[Stored items]
= = = = = = =

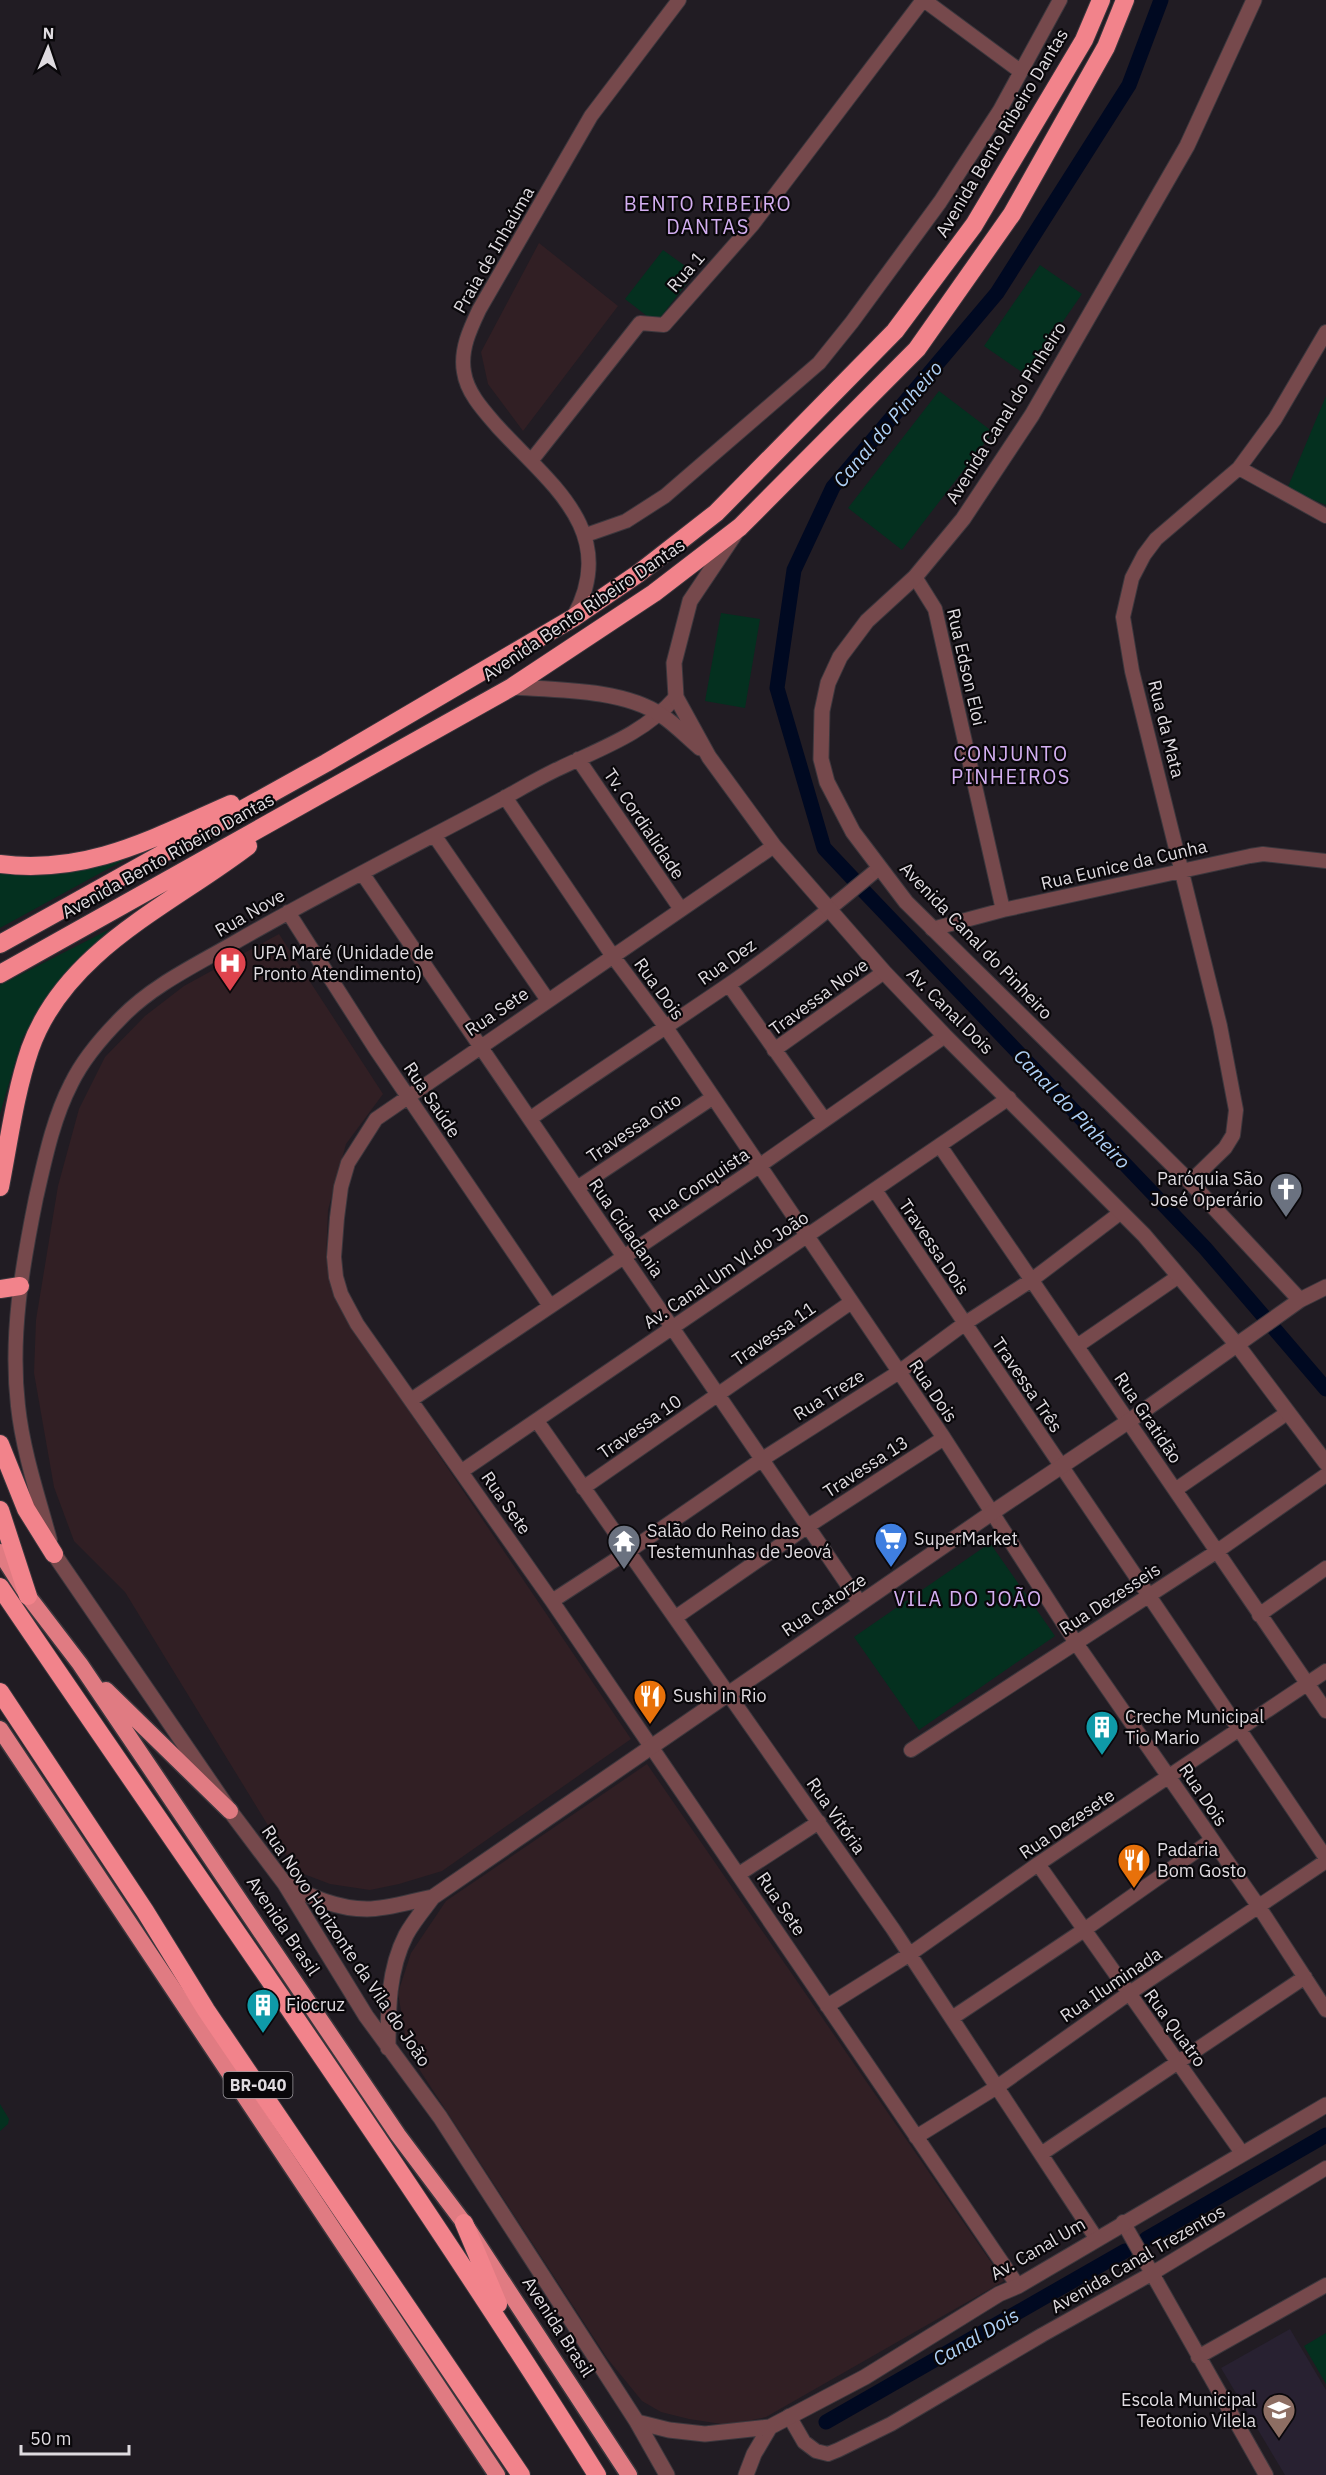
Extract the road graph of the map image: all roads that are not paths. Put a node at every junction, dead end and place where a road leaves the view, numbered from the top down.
1 (678, 0) edge
2 (924, 0) edge
3 (1059, 0) edge
4 (1101, 0) edge
5 (1125, 0) edge
6 (1254, 0) edge
7 (1020, 71) junction
8 (1324, 339) edge
9 (531, 460) junction
10 (1239, 468) junction
11 (1326, 516) edge
12 (740, 527) junction
13 (586, 536) junction
14 (915, 577) junction
15 (573, 618) junction
16 (512, 687) junction
17 (676, 697) junction
18 (660, 714) junction
19 (708, 755) junction
20 (578, 759) junction
21 (326, 763) junction
22 (505, 797) junction
23 (293, 809) junction
24 (434, 835) junction
25 (774, 846) junction
26 (1326, 861) edge
27 (0, 864) edge
28 (879, 868) junction
29 (1183, 869) junction
30 (362, 873) junction
31 (680, 908) junction
32 (828, 910) junction
33 (1003, 910) junction
34 (288, 912) junction
35 (932, 929) junction
36 (0, 944) edge
37 (612, 955) junction
38 (884, 972) junction
39 (0, 974) edge
40 (729, 985) junction
41 (547, 999) junction
42 (665, 1026) junction
43 (945, 1036) junction
44 (478, 1046) junction
45 (774, 1050) junction
46 (407, 1095) junction
47 (712, 1098) junction
48 (1009, 1098) junction
49 (531, 1118) junction
50 (824, 1119) junction
51 (940, 1146) junction
52 (759, 1166) junction
53 (1190, 1182) junction
54 (0, 1187) edge
55 (577, 1188) junction
56 (875, 1190) junction
57 (1120, 1213) junction
58 (807, 1237) junction
59 (625, 1257) junction
60 (1179, 1276) junction
61 (1032, 1279) junction
62 (20, 1286) junction
63 (0, 1289) edge
64 (1325, 1290) edge
65 (1300, 1300) junction
66 (850, 1303) junction
67 (550, 1306) junction
68 (964, 1324) junction
69 (673, 1327) junction
70 (1077, 1346) junction
71 (1238, 1346) junction
72 (899, 1372) junction
73 (718, 1395) junction
74 (411, 1400) junction
75 (1287, 1413) junction
76 (537, 1421) junction
77 (1129, 1421) junction
78 (944, 1438) junction
79 (0, 1444) edge
80 (761, 1460) junction
81 (1326, 1463) edge
82 (1060, 1467) junction
83 (462, 1471) junction
84 (1326, 1475) edge
85 (583, 1488) junction
86 (1175, 1490) junction
87 (0, 1510) edge
88 (993, 1512) junction
89 (808, 1526) junction
90 (629, 1551) junction
91 (0, 1552) edge
92 (1216, 1552) junction
93 (54, 1554) junction
94 (1326, 1568) edge
95 (0, 1587) edge
96 (1149, 1594) junction
97 (28, 1596) junction
98 (552, 1600) junction
99 (860, 1603) junction
100 (1259, 1615) junction
101 (676, 1617) junction
102 (1076, 1643) junction
103 (80, 1664) junction
104 (1326, 1671) edge
105 (1307, 1684) junction
106 (0, 1692) edge
107 (729, 1695) junction
108 (1326, 1711) edge
109 (0, 1728) edge
110 (1239, 1728) junction
111 (653, 1747) junction
112 (911, 1750) dead end
113 (1170, 1778) junction
114 (230, 1811) junction
115 (819, 1822) junction
116 (1212, 1840) junction
117 (1326, 1860) edge
118 (1038, 1864) junction
119 (739, 1874) junction
120 (285, 1884) junction
121 (433, 1897) junction
122 (1259, 1907) junction
123 (1084, 1930) junction
124 (910, 1954) junction
125 (1305, 1977) junction
126 (1128, 1994) junction
127 (827, 2006) junction
128 (1326, 2010) edge
129 (952, 2018) junction
130 (388, 2048) junction
131 (1177, 2063) junction
132 (998, 2086) junction
133 (1326, 2105) edge
134 (916, 2137) junction
135 (1242, 2153) junction
136 (1041, 2154) junction
137 (1326, 2168) edge
138 (1123, 2222) junction
139 (464, 2223) junction
140 (1096, 2238) junction
141 (1151, 2274) junction
142 (1326, 2285) edge
143 (1018, 2286) junction
144 (514, 2342) junction
145 (1198, 2357) junction
146 (789, 2416) junction
147 (637, 2422) junction
148 (770, 2427) junction
149 (497, 2475) edge
150 (521, 2475) edge
151 (597, 2475) edge
152 (629, 2475) edge
153 (667, 2475) edge
154 (746, 2475) edge
155 (1266, 2475) edge

1 - 9 street, Praia de Inhaúma
2 - 7 street
2 - 9 street, Rua 1
3 - 7 street
4 - 15 highway, Avenida Bento Ribeiro Dantas
5 - 12 highway, Avenida Bento Ribeiro Dantas
6 - 14 street, Avenida Canal do Pinheiro
7 - 13 street
8 - 10 street, Rua da Mata
9 - 13 street, Praia de Inhaúma
10 - 11 street
10 - 29 street, Rua da Mata
12 - 16 highway, Avenida Bento Ribeiro Dantas
12 - 17 street
13 - 15 street, Praia de Inhaúma
14 - 28 street, Avenida Canal do Pinheiro
14 - 33 street, Rua Edson Eloi
15 - 21 highway, Avenida Bento Ribeiro Dantas
16 - 18 street
16 - 23 highway, Avenida Bento Ribeiro Dantas
17 - 18 street
17 - 19 street
18 - 19 street
18 - 20 street, Rua Nove
19 - 25 street, Av. Canal Dois
20 - 22 street, Rua Nove
20 - 31 street, Tv. Cordialidade
21 - 27 highway
21 - 36 highway, Avenida Bento Ribeiro Dantas
22 - 24 street, Rua Nove
22 - 37 street, Rua Dois
23 - 39 highway, Avenida Bento Ribeiro Dantas
23 - 54 highway
24 - 30 street, Rua Nove
24 - 41 street
25 - 31 street, Rua Sete
25 - 32 street, Av. Canal Dois
26 - 29 street, Rua Eunice da Cunha
28 - 32 street, Rua Dez
28 - 35 street, Avenida Canal do Pinheiro
29 - 33 street, Rua Eunice da Cunha
29 - 53 street, Rua da Mata
30 - 34 street, Rua Nove
30 - 44 street, Rua Cidadania
31 - 37 street, Rua Sete
32 - 38 street, Av. Canal Dois
32 - 40 street, Rua Dez
33 - 35 street, Rua Eunice da Cunha
34 - 46 street, Rua Saúde
34 - 62 street, Rua Nove
35 - 53 street, Avenida Canal do Pinheiro
37 - 41 street, Rua Sete
37 - 42 street, Rua Dois
38 - 43 street, Av. Canal Dois
38 - 45 street, Travessa Nove
40 - 42 street, Rua Dez
40 - 45 street
41 - 44 street, Rua Sete
42 - 47 street, Rua Dois
42 - 49 street, Rua Dez
43 - 48 street, Av. Canal Dois
43 - 50 street, Rua Conquista
44 - 46 street, Rua Sete
44 - 49 street, Rua Cidadania
45 - 50 street
46 - 67 street, Rua Saúde
46 - 74 street, Rua Sete
47 - 52 street, Rua Dois
47 - 55 street, Travessa Oito
48 - 51 street, Av. Canal Um Vl.do João
48 - 57 street, Av. Canal Dois
49 - 55 street, Rua Cidadania
50 - 52 street, Rua Conquista
51 - 56 street, Av. Canal Um Vl.do João
51 - 61 street, Rua Gratidão
52 - 58 street, Rua Dois
52 - 59 street, Rua Conquista
53 - 65 street, Avenida Canal do Pinheiro
55 - 59 street, Rua Cidadania
56 - 58 street, Av. Canal Um Vl.do João
56 - 68 street, Travessa Dois
57 - 60 street, Av. Canal Dois
57 - 61 street, Rua Treze
58 - 66 street, Rua Dois
58 - 69 street, Av. Canal Um Vl.do João
59 - 67 street, Rua Conquista
59 - 69 street, Rua Cidadania
60 - 70 street
60 - 71 street, Av. Canal Dois
61 - 68 street, Rua Treze
61 - 70 street, Rua Gratidão
62 - 63 highway
62 - 93 street, Rua Novo Horizonte da Vila do João
64 - 65 street, Rua Catorze
65 - 71 street, Rua Catorze
66 - 72 street, Rua Dois
66 - 73 street, Travessa 11
67 - 74 street, Rua Conquista
68 - 72 street, Rua Treze
68 - 82 street, Travessa Três
69 - 73 street, Rua Cidadania
69 - 76 street, Av. Canal Um Vl.do João
70 - 77 street, Rua Gratidão
71 - 75 street
71 - 77 street, Rua Catorze
72 - 78 street, Rua Dois
72 - 80 street, Rua Treze
73 - 80 street, Rua Cidadania
73 - 85 street, Travessa 10
74 - 83 street, Rua Sete
75 - 81 street
75 - 86 street
76 - 83 street, Av. Canal Um Vl.do João
76 - 85 street, Rua Vitória
77 - 82 street, Rua Catorze
77 - 86 street, Rua Gratidão
78 - 88 street, Rua Dois
78 - 89 street, Travessa 13
79 - 93 highway
80 - 89 street, Rua Cidadania
80 - 90 street, Rua Treze
82 - 88 street, Rua Catorze
82 - 96 street, Travessa Três
83 - 98 street, Rua Sete
84 - 92 street, Rua Dezesseis
85 - 90 street, Rua Vitória
86 - 92 street, Rua Gratidão
87 - 97 highway
88 - 99 street, Rua Catorze
88 - 102 street, Rua Dois
89 - 99 street, Rua Cidadania
89 - 101 street, Travessa 13
90 - 98 street, Rua Treze
90 - 101 street, Rua Vitória
91 - 97 highway, Avenida Brasil
92 - 96 street, Rua Dezesseis
92 - 100 street, Rua Gratidão
93 - 114 street, Rua Novo Horizonte da Vila do João
94 - 100 street
95 - 144 highway
96 - 102 street, Rua Dezesseis
96 - 110 street, Travessa Três
97 - 103 highway, Avenida Brasil
98 - 111 street, Rua Sete
99 - 107 street, Rua Catorze
100 - 105 street, Rua Gratidão
101 - 107 street, Rua Vitória
102 - 112 street, Rua Dezesseis
102 - 113 street, Rua Dois
103 - 114 highway
103 - 139 highway, Avenida Brasil
104 - 105 street, Rua Dezesete
105 - 108 street, Rua Gratidão
105 - 110 street, Rua Dezesete
106 - 150 highway, BR-040
107 - 111 street, Rua Catorze
107 - 115 street, Rua Vitória
109 - 149 highway
110 - 113 street, Rua Dezesete
110 - 117 street, Travessa Três
111 - 119 street, Rua Sete
111 - 121 street, Rua Catorze
113 - 116 street, Rua Dois
113 - 118 street, Rua Dezesete
114 - 120 street, Rua Novo Horizonte da Vila do João
115 - 119 street
115 - 124 street, Rua Vitória
116 - 122 street, Rua Dois
116 - 123 street
117 - 122 street, Rua Iluminada
118 - 123 street, Rua Quatro
118 - 124 street, Rua Dezesete
119 - 127 street, Rua Sete
120 - 121 street, Rua Catorze
120 - 130 street, Rua Novo Horizonte da Vila do João
121 - 130 street, Rua Catorze
122 - 125 street, Rua Dois
122 - 126 street, Rua Iluminada
123 - 126 street, Rua Quatro
123 - 129 street
124 - 127 street, Rua Dezesete
124 - 129 street, Rua Vitória
125 - 128 street, Rua Dois
125 - 131 street
126 - 131 street, Rua Quatro
126 - 132 street, Rua Iluminada
127 - 134 street, Rua Sete
129 - 132 street, Rua Vitória
130 - 147 street, Rua Novo Horizonte da Vila do João
131 - 135 street, Rua Quatro
131 - 136 street
132 - 134 street, Rua Iluminada
132 - 136 street, Rua Vitória
133 - 135 street, Av. Canal Um
134 - 143 street, Rua Sete
135 - 138 street, Av. Canal Um
136 - 140 street, Rua Vitória
137 - 141 street, Avenida Canal Trezentos
138 - 140 street, Av. Canal Um
138 - 141 street
139 - 144 highway
139 - 152 highway, Avenida Brasil
140 - 143 street, Av. Canal Um
141 - 145 street
141 - 146 street, Avenida Canal Trezentos
142 - 145 street
143 - 146 street, Av. Canal Um
144 - 151 highway
145 - 155 street
146 - 148 street, Av. Canal Um
147 - 148 street
147 - 153 street, Rua Novo Horizonte da Vila do João
148 - 154 street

= = = = = = =

▶ What you are asked to do:
Only a number is wanted: how many lines of the data above contain "Três"?

▶ Response:
4